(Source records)
◇ ◇ ◇ ◇

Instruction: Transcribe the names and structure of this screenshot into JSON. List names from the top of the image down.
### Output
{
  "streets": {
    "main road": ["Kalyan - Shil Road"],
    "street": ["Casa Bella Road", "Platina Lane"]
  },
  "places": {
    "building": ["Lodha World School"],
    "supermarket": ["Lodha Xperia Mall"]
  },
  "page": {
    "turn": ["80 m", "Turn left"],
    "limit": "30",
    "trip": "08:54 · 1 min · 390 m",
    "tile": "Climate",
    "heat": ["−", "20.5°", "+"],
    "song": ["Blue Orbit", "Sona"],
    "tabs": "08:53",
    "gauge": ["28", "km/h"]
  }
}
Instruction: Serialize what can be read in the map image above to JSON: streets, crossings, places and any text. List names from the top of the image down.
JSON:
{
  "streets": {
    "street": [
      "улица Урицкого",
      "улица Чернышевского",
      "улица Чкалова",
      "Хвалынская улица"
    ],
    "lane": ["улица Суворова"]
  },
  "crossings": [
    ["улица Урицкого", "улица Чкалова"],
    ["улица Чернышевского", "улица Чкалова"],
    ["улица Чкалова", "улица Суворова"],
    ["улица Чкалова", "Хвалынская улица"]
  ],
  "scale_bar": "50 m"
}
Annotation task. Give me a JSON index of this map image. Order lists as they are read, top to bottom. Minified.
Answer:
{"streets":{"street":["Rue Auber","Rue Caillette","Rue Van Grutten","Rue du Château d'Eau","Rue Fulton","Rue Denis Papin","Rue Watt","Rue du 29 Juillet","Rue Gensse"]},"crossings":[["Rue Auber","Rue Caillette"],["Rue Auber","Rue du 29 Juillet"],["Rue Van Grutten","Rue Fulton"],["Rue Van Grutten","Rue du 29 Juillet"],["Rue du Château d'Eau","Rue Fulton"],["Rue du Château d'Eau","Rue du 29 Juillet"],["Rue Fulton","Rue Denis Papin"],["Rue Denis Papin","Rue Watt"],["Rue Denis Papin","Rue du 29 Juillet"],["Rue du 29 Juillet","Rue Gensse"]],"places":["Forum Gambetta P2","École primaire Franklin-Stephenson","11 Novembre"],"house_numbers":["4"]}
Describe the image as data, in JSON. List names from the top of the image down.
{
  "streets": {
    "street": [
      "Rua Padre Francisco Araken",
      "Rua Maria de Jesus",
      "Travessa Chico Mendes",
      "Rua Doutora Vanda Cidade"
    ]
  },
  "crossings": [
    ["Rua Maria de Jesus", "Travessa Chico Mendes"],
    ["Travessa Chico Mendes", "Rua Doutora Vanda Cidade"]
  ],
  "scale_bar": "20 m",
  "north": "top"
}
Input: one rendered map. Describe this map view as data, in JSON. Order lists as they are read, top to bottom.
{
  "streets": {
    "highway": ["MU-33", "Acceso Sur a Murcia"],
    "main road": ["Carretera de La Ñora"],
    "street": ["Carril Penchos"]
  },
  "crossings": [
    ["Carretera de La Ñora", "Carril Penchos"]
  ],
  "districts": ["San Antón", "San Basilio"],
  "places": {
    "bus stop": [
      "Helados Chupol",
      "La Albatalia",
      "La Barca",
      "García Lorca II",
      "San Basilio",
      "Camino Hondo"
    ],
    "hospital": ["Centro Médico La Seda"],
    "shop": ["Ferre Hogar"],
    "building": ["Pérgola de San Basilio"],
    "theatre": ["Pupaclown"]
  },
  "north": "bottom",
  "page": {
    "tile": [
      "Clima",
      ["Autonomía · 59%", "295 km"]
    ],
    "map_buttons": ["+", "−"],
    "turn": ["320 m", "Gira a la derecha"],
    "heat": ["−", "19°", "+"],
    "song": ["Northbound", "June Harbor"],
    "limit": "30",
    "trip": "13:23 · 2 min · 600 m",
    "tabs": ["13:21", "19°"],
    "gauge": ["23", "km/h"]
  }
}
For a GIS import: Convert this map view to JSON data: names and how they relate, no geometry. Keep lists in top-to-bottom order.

◇ ◇ ◇ ◇

■ Problem
The lines needed are the ones from the first line of the entries through the line that contains "Instruction: Serialize what", given again without any change.

■ Task response
Instruction: Transcribe the names and structure of this screenshot into JSON. List names from the top of the image down.
### Output
{
  "streets": {
    "main road": ["Kalyan - Shil Road"],
    "street": ["Casa Bella Road", "Platina Lane"]
  },
  "places": {
    "building": ["Lodha World School"],
    "supermarket": ["Lodha Xperia Mall"]
  },
  "page": {
    "turn": ["80 m", "Turn left"],
    "limit": "30",
    "trip": "08:54 · 1 min · 390 m",
    "tile": "Climate",
    "heat": ["−", "20.5°", "+"],
    "song": ["Blue Orbit", "Sona"],
    "tabs": "08:53",
    "gauge": ["28", "km/h"]
  }
}
Instruction: Serialize what can be read in the map image above to JSON: streets, crossings, places and any text. List names from the top of the image down.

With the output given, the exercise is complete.